Brief. Give the number of lines in the listing below that include the word "down", with nothing more.

Material provided.
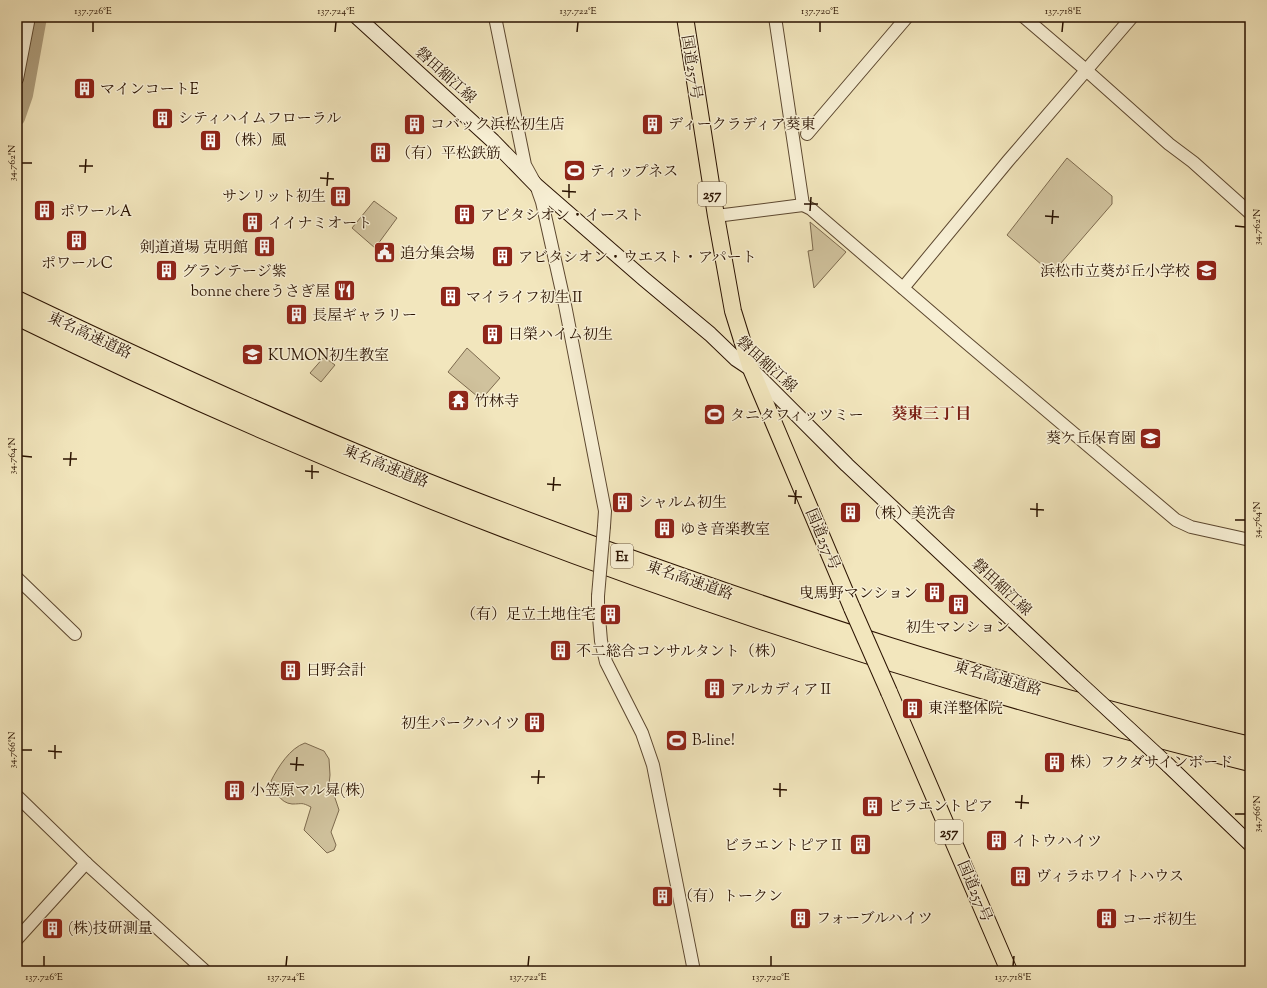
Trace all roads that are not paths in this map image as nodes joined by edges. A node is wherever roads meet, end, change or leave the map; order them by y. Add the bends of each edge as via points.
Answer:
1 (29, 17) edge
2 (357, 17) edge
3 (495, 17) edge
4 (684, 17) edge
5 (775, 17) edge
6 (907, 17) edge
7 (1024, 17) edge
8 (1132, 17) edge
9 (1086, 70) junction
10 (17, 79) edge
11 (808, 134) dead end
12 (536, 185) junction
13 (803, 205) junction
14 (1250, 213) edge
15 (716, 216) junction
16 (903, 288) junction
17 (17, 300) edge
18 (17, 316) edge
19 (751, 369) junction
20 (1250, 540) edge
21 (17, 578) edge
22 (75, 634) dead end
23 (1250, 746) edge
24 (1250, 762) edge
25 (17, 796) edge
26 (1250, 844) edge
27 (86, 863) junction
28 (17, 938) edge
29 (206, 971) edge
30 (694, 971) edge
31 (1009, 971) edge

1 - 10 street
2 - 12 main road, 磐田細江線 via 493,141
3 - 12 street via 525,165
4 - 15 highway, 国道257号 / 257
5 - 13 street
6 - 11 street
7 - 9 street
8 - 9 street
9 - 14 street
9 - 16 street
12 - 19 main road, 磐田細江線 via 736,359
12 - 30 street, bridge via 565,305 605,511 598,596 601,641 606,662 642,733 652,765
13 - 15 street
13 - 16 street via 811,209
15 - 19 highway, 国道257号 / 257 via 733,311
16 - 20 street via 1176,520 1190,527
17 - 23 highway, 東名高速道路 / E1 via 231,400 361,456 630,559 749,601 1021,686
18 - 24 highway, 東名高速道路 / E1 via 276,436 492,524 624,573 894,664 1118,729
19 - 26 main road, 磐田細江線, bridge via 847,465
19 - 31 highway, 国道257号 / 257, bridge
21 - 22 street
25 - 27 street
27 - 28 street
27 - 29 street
==
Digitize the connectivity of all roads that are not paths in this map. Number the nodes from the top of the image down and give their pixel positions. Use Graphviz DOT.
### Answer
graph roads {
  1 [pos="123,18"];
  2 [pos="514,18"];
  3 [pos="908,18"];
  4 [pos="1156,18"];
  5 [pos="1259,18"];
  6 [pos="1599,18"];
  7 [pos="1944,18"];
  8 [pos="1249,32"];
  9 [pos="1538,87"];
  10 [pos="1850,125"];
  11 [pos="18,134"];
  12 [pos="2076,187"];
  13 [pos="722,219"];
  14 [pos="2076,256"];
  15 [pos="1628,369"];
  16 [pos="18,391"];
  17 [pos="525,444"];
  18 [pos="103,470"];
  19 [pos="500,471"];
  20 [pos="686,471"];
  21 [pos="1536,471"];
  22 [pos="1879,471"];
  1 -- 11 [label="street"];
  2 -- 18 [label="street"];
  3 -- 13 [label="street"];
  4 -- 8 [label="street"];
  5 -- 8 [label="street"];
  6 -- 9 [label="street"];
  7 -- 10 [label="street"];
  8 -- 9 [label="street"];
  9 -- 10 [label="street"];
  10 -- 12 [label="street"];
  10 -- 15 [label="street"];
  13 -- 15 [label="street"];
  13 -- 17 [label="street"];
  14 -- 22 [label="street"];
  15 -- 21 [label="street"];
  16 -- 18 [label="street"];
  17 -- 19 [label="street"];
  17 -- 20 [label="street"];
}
...
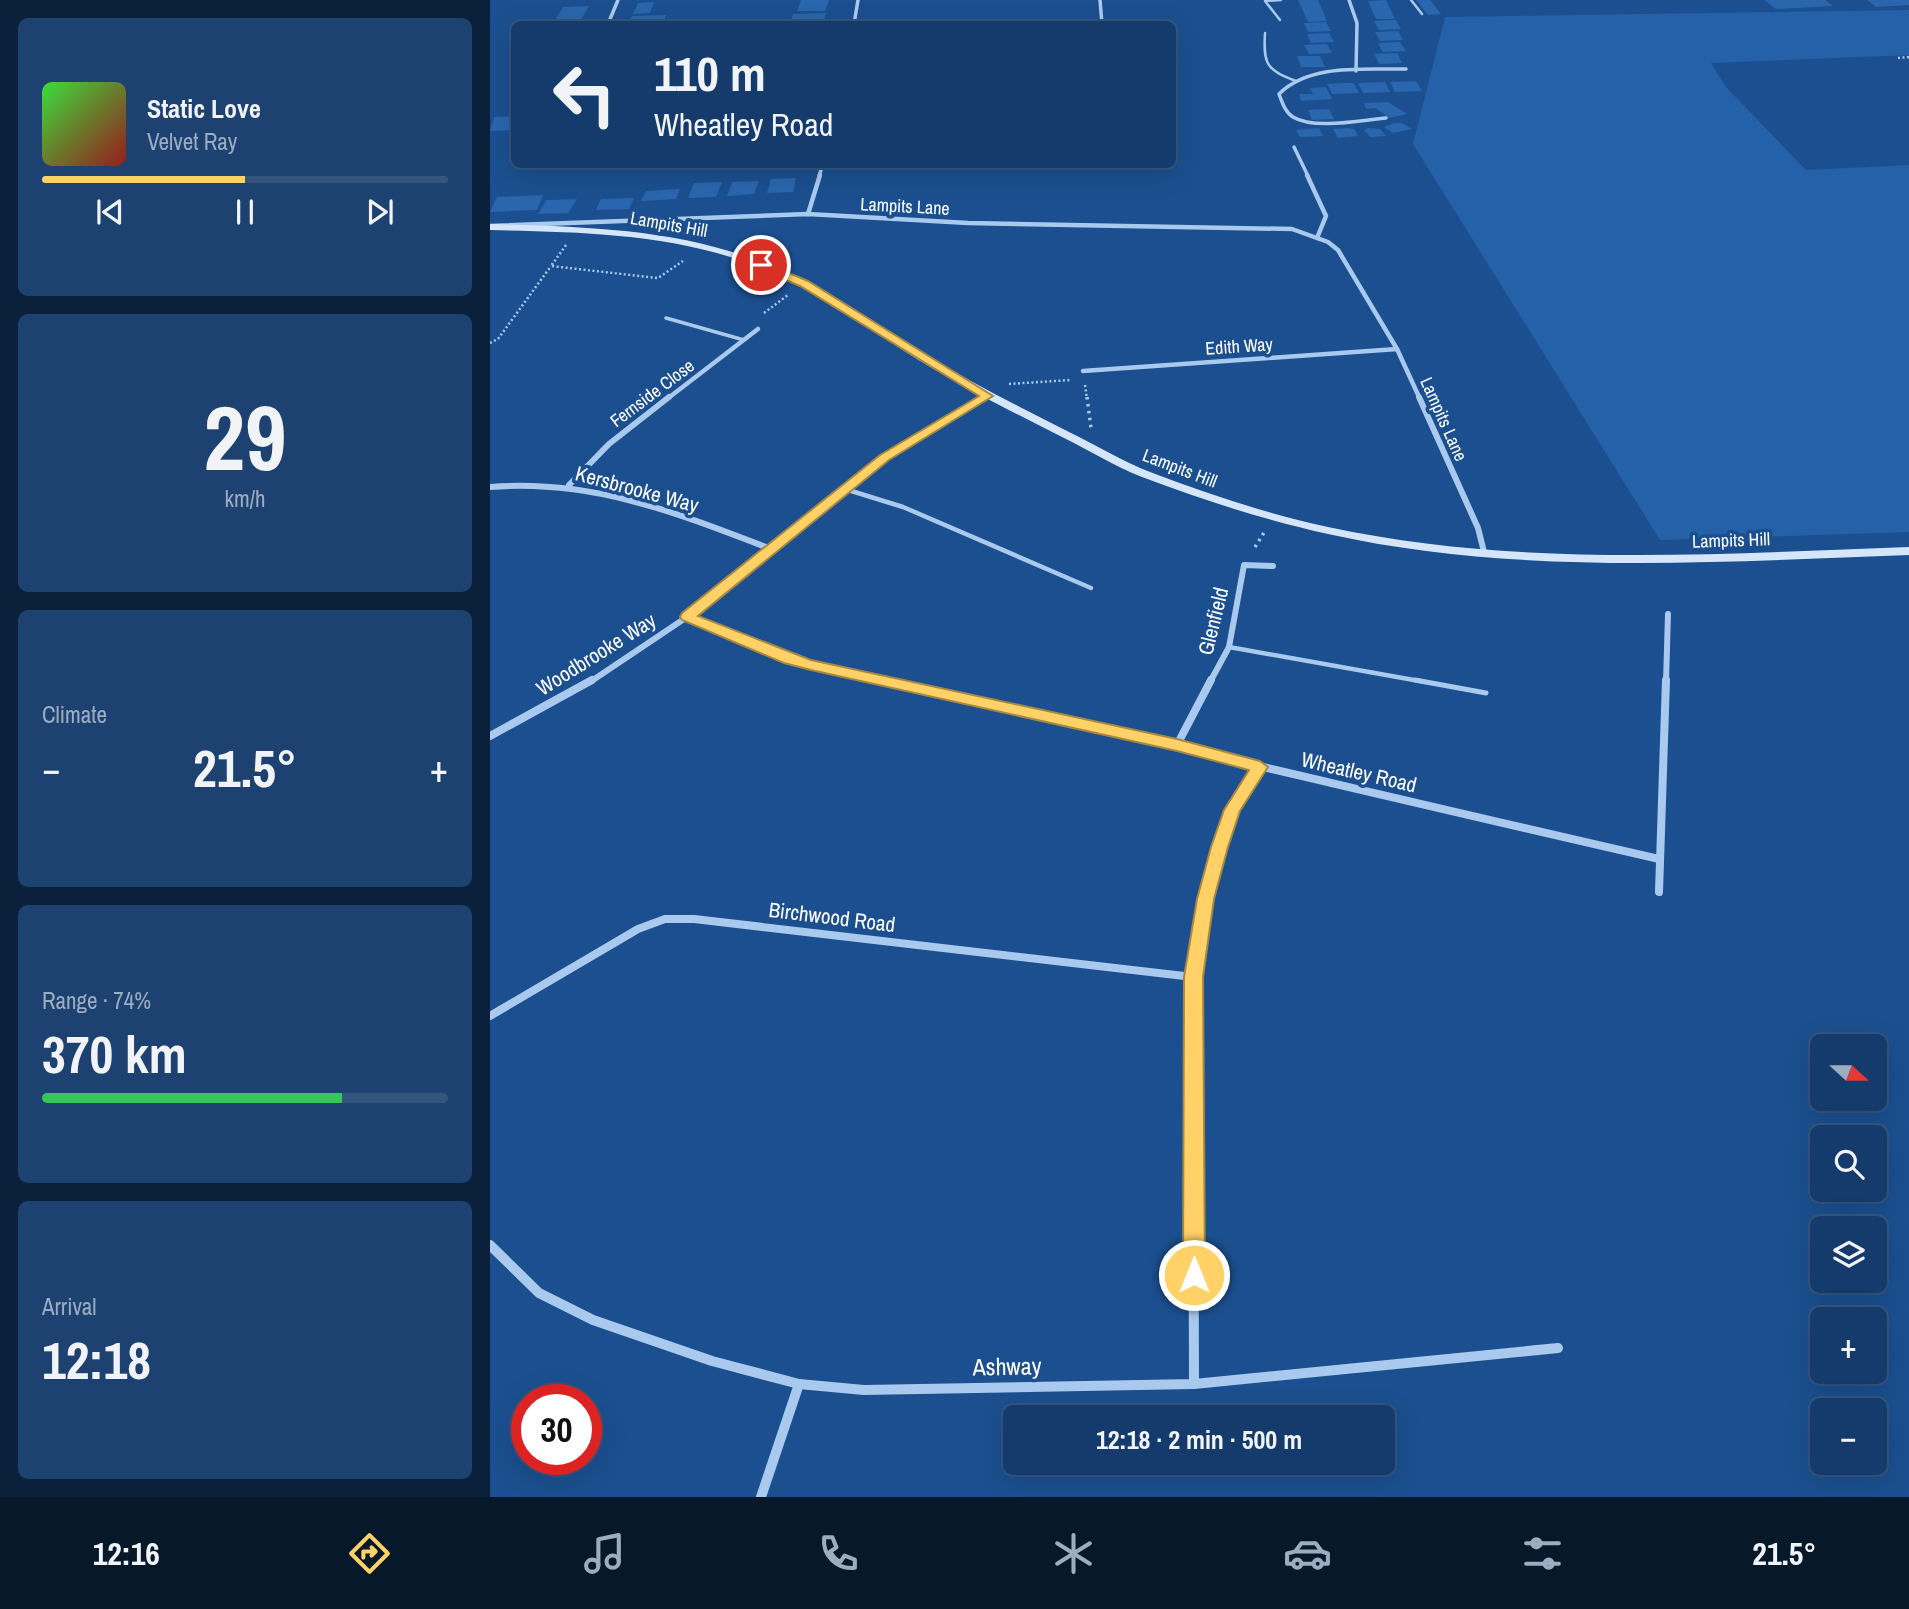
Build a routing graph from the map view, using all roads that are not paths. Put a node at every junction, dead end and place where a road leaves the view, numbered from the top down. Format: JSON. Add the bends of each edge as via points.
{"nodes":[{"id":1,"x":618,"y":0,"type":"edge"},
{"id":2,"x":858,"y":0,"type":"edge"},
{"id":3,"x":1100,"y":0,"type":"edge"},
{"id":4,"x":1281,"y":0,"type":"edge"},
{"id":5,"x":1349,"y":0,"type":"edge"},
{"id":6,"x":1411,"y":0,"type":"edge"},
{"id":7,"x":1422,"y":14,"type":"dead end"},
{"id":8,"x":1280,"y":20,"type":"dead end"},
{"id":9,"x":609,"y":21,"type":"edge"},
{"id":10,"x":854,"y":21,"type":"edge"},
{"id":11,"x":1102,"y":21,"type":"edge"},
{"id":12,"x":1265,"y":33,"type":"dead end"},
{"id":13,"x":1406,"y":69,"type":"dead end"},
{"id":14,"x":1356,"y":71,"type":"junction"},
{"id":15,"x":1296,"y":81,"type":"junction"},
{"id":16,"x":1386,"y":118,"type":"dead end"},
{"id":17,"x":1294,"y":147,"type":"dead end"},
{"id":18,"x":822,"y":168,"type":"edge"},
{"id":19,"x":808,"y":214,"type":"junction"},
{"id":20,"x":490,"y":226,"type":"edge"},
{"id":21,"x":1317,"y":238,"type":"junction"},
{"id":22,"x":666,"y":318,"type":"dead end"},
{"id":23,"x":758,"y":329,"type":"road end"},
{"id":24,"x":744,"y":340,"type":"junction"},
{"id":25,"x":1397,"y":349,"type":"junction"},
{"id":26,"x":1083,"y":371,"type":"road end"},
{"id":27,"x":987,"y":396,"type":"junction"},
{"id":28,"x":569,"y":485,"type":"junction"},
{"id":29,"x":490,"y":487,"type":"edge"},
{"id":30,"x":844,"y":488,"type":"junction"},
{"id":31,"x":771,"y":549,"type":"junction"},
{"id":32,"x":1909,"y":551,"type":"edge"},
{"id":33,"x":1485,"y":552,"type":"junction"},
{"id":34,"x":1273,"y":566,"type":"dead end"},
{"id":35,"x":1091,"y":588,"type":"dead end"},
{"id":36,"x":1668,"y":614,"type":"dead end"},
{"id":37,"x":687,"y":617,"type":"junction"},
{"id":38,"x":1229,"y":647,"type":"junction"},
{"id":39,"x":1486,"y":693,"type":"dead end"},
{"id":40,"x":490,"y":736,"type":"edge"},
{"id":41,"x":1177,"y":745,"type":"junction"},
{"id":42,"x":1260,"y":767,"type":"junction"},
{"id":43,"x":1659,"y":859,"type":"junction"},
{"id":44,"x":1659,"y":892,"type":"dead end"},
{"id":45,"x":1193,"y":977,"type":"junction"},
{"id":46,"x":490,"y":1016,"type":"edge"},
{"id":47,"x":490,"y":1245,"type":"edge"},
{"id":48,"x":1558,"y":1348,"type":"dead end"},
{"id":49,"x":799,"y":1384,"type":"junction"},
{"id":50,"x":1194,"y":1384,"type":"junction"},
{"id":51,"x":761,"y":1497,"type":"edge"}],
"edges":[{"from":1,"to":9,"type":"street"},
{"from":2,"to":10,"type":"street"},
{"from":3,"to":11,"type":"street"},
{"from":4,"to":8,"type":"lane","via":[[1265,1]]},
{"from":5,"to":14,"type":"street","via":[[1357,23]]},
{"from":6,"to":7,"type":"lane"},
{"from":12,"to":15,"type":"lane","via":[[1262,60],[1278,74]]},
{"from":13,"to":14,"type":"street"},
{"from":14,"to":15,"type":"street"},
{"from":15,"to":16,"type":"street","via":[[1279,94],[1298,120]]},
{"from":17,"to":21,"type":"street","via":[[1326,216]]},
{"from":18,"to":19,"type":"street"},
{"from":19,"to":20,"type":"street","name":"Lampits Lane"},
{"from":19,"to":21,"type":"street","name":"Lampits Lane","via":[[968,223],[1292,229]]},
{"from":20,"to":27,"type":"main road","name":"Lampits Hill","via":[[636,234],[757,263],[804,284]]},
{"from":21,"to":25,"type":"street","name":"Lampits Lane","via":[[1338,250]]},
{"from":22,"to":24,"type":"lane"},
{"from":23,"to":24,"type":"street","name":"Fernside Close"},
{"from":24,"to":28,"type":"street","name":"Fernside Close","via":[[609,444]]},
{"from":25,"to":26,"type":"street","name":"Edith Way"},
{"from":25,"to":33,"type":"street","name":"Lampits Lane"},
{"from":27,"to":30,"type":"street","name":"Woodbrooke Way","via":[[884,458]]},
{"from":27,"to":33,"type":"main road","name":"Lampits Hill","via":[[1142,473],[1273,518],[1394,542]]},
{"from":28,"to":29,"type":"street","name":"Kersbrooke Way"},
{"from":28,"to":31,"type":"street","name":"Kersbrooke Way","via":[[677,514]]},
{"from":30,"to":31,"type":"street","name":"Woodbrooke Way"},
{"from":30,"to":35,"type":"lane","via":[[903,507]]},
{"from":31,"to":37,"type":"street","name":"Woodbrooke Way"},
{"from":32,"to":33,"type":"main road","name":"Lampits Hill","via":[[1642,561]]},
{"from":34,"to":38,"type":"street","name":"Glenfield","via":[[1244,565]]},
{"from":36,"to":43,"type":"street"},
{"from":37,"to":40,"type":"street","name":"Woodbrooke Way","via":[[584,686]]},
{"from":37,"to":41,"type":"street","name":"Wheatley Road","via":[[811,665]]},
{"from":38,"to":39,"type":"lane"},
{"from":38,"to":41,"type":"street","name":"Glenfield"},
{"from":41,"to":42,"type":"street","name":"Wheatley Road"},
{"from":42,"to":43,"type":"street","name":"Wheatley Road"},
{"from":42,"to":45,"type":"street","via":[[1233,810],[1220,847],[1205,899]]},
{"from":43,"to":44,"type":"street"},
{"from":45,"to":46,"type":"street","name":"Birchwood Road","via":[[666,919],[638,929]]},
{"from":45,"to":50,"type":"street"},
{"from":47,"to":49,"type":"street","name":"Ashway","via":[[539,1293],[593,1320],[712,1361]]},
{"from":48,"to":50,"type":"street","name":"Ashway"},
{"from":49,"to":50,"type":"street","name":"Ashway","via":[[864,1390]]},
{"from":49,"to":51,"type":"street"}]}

Exercise solution. 2